The pandemic-born, Austin cookie pop-up Galleta draws influences from both Mexican and Filipino family heritages.

https://www.thrillist.com/eat/austin/galleta-cookie-shop-austin-tx



From an early age, Joseph Gomez was motivated by all things sweet. His family knew the best way to get him to behave as a child was a sugary distraction. “My grandfather would always have cajeta, which is a goat milk caramel, in a jar in the refrigerator," Gomez says. "So, if I was running everywhere or being really loud, like I normally was, he would scoop some out of the jar and give it to me.” When the impact of COVID-19 left him unemployed, Gomez originally planned to open his own taqueria, but instead pivoted to begin baking cookies on the side, and found inspiration in the flavors that drove his culinary passion from an early age.

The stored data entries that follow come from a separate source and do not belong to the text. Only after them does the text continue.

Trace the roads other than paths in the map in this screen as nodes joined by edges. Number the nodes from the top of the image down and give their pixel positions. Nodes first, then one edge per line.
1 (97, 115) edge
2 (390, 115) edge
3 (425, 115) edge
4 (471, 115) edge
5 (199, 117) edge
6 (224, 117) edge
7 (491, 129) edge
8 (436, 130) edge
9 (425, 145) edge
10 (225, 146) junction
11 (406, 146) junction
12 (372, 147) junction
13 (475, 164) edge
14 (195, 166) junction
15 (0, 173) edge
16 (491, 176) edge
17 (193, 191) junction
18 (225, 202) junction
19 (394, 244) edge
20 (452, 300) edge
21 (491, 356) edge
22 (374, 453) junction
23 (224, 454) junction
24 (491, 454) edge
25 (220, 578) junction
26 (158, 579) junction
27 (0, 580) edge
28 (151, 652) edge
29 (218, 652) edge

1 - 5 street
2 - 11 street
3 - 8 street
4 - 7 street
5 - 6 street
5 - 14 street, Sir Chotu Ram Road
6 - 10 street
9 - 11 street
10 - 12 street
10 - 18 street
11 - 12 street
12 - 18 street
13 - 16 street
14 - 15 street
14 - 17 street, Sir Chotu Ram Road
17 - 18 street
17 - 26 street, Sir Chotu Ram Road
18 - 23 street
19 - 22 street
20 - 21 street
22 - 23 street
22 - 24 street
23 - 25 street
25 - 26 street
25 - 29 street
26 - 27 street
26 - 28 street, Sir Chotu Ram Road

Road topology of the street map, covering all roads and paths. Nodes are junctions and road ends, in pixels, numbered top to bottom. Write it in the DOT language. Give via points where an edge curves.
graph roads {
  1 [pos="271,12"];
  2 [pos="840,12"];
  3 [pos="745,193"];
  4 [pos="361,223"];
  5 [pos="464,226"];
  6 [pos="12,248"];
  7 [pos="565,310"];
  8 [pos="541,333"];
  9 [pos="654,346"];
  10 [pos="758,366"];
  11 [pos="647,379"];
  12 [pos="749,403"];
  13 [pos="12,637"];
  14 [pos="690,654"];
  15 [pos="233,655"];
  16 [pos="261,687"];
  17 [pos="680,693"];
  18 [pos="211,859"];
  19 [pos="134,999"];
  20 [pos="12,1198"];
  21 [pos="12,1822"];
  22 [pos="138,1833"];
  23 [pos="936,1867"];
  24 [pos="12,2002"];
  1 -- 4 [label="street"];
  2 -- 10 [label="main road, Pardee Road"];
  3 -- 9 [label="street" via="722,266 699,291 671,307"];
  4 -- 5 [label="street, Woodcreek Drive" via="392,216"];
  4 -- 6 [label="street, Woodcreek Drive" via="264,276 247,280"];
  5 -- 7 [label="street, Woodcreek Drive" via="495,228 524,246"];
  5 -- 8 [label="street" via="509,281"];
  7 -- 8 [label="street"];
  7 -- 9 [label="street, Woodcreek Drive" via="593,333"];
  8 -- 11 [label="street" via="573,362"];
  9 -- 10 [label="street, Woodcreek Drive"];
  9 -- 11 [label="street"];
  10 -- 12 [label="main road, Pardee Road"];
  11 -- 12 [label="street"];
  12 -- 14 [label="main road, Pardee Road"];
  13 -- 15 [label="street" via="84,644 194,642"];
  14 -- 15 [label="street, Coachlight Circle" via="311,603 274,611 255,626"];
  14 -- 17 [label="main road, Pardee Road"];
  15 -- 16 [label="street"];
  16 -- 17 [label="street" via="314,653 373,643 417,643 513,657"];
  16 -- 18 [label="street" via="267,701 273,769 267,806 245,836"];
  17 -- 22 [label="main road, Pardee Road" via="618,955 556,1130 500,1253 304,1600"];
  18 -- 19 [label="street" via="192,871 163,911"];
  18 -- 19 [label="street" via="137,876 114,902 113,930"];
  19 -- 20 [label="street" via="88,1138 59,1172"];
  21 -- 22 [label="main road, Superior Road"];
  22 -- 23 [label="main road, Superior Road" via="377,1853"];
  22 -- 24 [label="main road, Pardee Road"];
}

As a result, Galleta, Gomez’s online cookie shop, was born—and quickly became a city-wide obsession. Gomez had no idea when he first started selling his cookies through Instagram, however, that his side hustle would transform into a full-fledged, full-time business. Luckily, his background in the food industry prepared him for opening his own bakery. Gomez's paternal grandfather owned a Mexican restaurant in Brownsville, where Gomez would hang out with his father and help with dishes. He continued to build his kitchen cred throughout high school and college and, when he moved to Austin in 2009, in the kitchen at both the Alamo Drafthouse and Easy Tiger. But until Galleta, baking remained a personal hobby.

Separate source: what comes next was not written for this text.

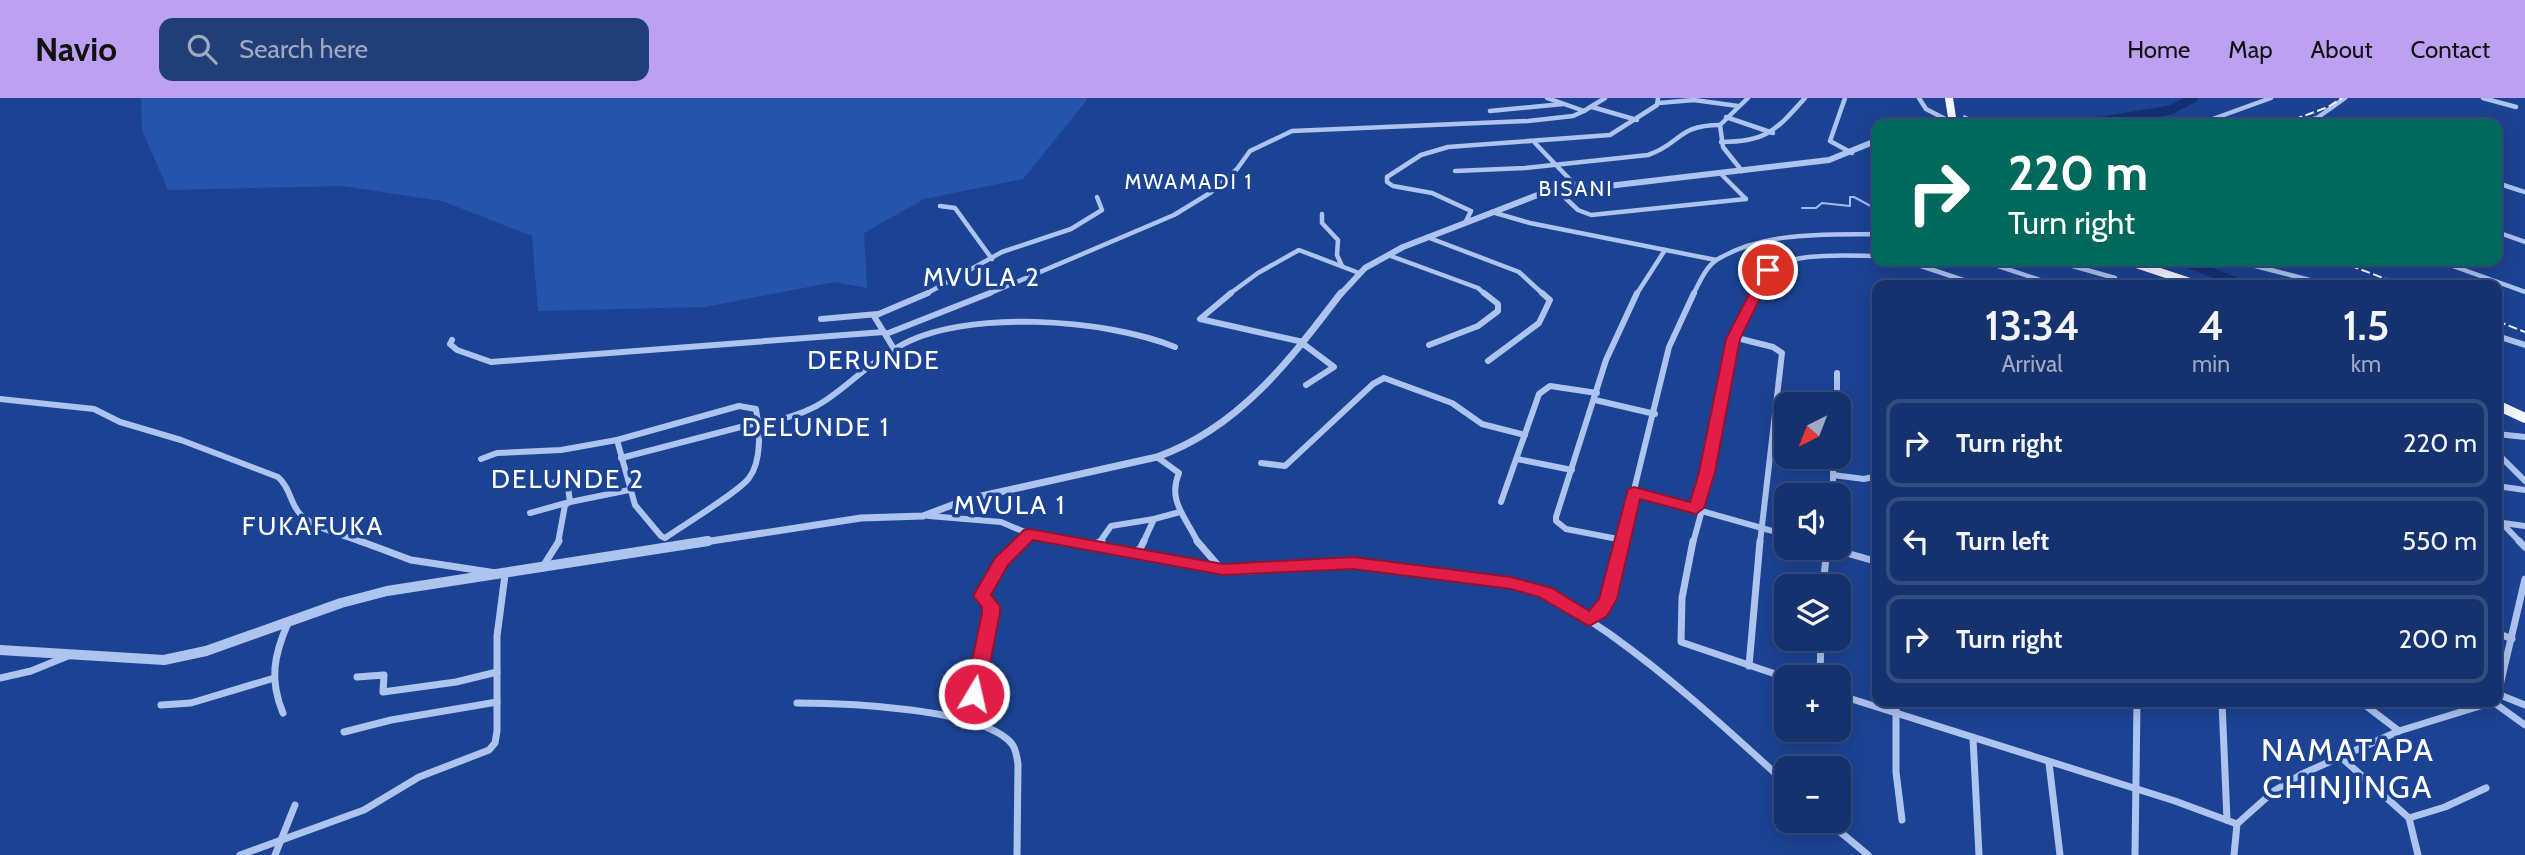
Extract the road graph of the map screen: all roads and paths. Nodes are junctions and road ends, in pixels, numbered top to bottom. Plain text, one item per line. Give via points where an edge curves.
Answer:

The necessity to support his family during the pandemic led him to develop serious recipes from what, before, he considered a part-time activity. And there’s no doubt that the magical, one-of-a-kind flavors that Gomez concocts are in large part responsible for the shop’s success. You could call him the Willy Wonka of cookies—who else could think to combine the texture of Brazo de Mercedes, a Filipino meringue-based pastry (Gomez's wife is Filipino, and those flavors make a strong showing on the menu), with the home-grown taste of South Texas citrus into a pavlova cookie? He cities the main inspiration for his desserts as “different places that make me happy, I have a good memory of, or always stuck with me.”

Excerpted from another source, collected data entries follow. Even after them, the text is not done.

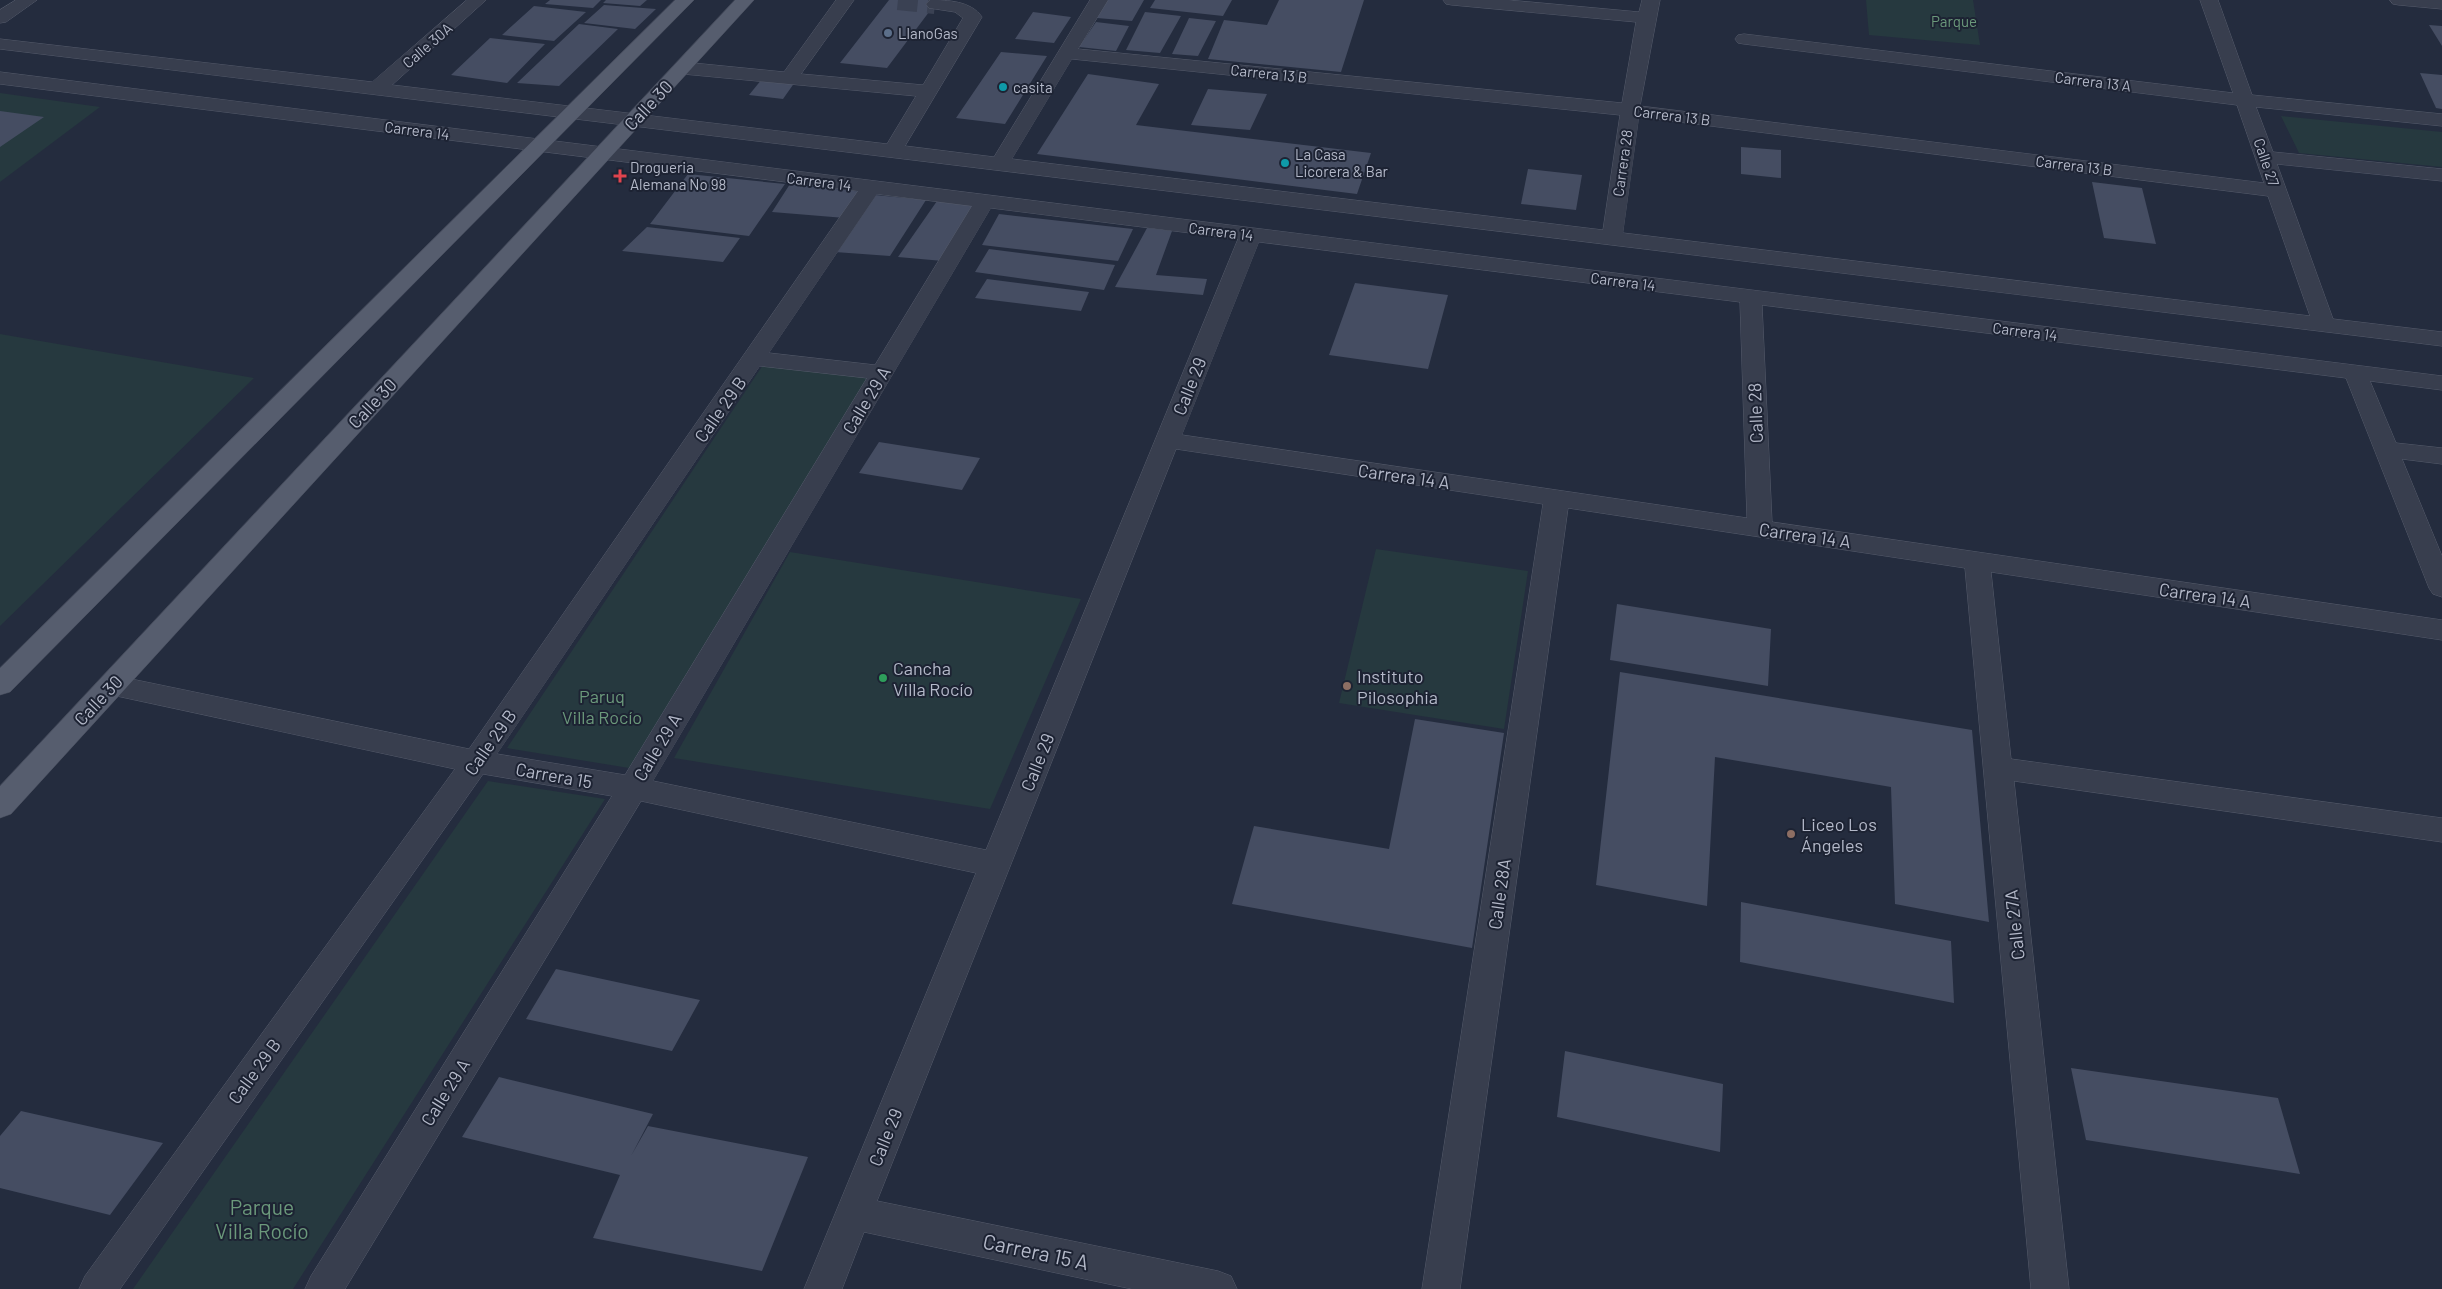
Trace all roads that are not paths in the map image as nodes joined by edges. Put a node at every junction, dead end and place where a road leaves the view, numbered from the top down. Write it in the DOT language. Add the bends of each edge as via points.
graph roads {
  1 [pos="28,0"];
  2 [pos="478,0"];
  3 [pos="685,0"];
  4 [pos="746,0"];
  5 [pos="845,0"];
  6 [pos="1098,0"];
  7 [pos="1452,0"];
  8 [pos="2209,0"];
  9 [pos="2399,0"];
  10 [pos="935,4"];
  11 [pos="2442,4"];
  12 [pos="1648,9"];
  13 [pos="0,18"];
  14 [pos="1744,39"];
  15 [pos="0,44"];
  16 [pos="1066,53"];
  17 [pos="682,68"];
  18 [pos="0,78"];
  19 [pos="789,78"];
  20 [pos="376,89"];
  21 [pos="928,91"];
  22 [pos="2244,100"];
  23 [pos="1630,110"];
  24 [pos="572,112"];
  25 [pos="635,119"];
  26 [pos="2442,120"];
  27 [pos="539,146"];
  28 [pos="892,151"];
  29 [pos="602,154"];
  30 [pos="2265,157"];
  31 [pos="999,164"];
  32 [pos="2442,175"];
  33 [pos="871,187"];
  34 [pos="2277,191"];
  35 [pos="985,201"];
  36 [pos="1250,234"];
  37 [pos="1612,238"];
  38 [pos="1751,297"];
  39 [pos="2324,324"];
  40 [pos="2442,339"];
  41 [pos="755,358"];
  42 [pos="2355,372"];
  43 [pos="882,373"];
  44 [pos="2442,383"];
  45 [pos="1167,440"];
  46 [pos="2386,449"];
  47 [pos="2442,456"];
  48 [pos="1557,498"];
  49 [pos="1760,529"];
  50 [pos="1977,561"];
  51 [pos="2442,588"];
  52 [pos="2442,630"];
  53 [pos="0,685"];
  54 [pos="112,685"];
  55 [pos="476,762"];
  56 [pos="1998,768"];
  57 [pos="633,788"];
  58 [pos="0,806"];
  59 [pos="2442,830"];
  60 [pos="996,865"];
  61 [pos="854,1213"];
  62 [pos="98,1289"];
  63 [pos="324,1289"];
  64 [pos="823,1289"];
  65 [pos="1218,1289"];
  66 [pos="1441,1289"];
  67 [pos="2050,1289"];
  1 -- 13 [label="street"];
  2 -- 20 [label="street, Calle 30A"];
  3 -- 24 [label="main road"];
  4 -- 17 [label="main road, Calle 30"];
  5 -- 19 [label="street"];
  6 -- 16 [label="street"];
  7 -- 12 [label="street"];
  8 -- 22 [label="street, Calle 27"];
  9 -- 11 [label="street"];
  10 -- 21 [label="street" via="960,8 973,17"];
  12 -- 23 [label="street, Carrera 28"];
  14 -- 22 [label="street, Carrera 13 A"];
  15 -- 20 [label="street"];
  16 -- 23 [label="street, Carrera 13 B"];
  16 -- 31 [label="street"];
  17 -- 19 [label="street"];
  17 -- 25 [label="main road, Calle 30"];
  18 -- 27 [label="street, Carrera 14"];
  19 -- 21 [label="street"];
  20 -- 24 [label="street"];
  21 -- 28 [label="street"];
  22 -- 26 [label="street, Carrera 13 A"];
  22 -- 30 [label="street, Calle 27"];
  23 -- 34 [label="street, Carrera 13 B"];
  23 -- 37 [label="street, Carrera 28"];
  24 -- 25 [label="street"];
  24 -- 27 [label="main road"];
  25 -- 28 [label="street"];
  25 -- 29 [label="main road, Calle 30"];
  27 -- 29 [label="street, Carrera 14"];
  27 -- 53 [label="main road"];
  28 -- 31 [label="street"];
  29 -- 33 [label="street, Carrera 14"];
  29 -- 54 [label="main road, Calle 30"];
  30 -- 32 [label="street"];
  30 -- 34 [label="street, Calle 27"];
  31 -- 37 [label="street"];
  33 -- 35 [label="street, Carrera 14"];
  33 -- 41 [label="street, Calle 29 B"];
  34 -- 39 [label="street, Calle 27"];
  35 -- 36 [label="street, Carrera 14"];
  35 -- 43 [label="street, Calle 29 A"];
  36 -- 38 [label="street, Carrera 14"];
  36 -- 45 [label="street, Calle 29"];
  37 -- 39 [label="street"];
  38 -- 42 [label="street, Carrera 14"];
  38 -- 49 [label="street, Calle 28"];
  39 -- 40 [label="street"];
  41 -- 43 [label="street"];
  41 -- 55 [label="street, Calle 29 B"];
  42 -- 44 [label="street, Carrera 14"];
  42 -- 46 [label="street"];
  43 -- 57 [label="street, Calle 29 A"];
  45 -- 48 [label="street, Carrera 14 A"];
  45 -- 60 [label="street, Calle 29"];
  46 -- 47 [label="street"];
  46 -- 51 [label="street"];
  48 -- 49 [label="street, Carrera 14 A"];
  48 -- 66 [label="street, Calle 28A"];
  49 -- 50 [label="street, Carrera 14 A"];
  50 -- 52 [label="street, Carrera 14 A"];
  50 -- 56 [label="street, Calle 27A"];
  54 -- 55 [label="street, Carrera 15"];
  54 -- 58 [label="main road, Calle 30"];
  55 -- 57 [label="street, Carrera 15"];
  55 -- 62 [label="street, Calle 29 B"];
  56 -- 59 [label="street"];
  56 -- 67 [label="street, Calle 27A"];
  57 -- 60 [label="street, Carrera 15"];
  57 -- 63 [label="street, Calle 29 A"];
  60 -- 61 [label="street, Calle 29"];
  61 -- 64 [label="street, Calle 29"];
  61 -- 65 [label="street, Carrera 15 A"];
}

Within that broad spectrum of influences, however, one thread runs through all that Gomez bakes: his Mexican-American heritage. Take, for example, the Cajeta Dream cookie, which is not only inspired by the Mexican caramel treat his grandfather bribed him with back in the day, but is dusted with a bright-pink hibiscus powder based on an agua fresca, Agua de Jamaica, he constantly drank on hot days as a kid. Recently, a customer from Scotland who tried the Cajeta Dream raved to Gomez how the cookie struck a chord with him as his family had goats growing up and they used to caramelize the milk. “It was kind of cool to see how a person from a different part of the world connected with it even though they never had cajeta growing up,” Gomez says.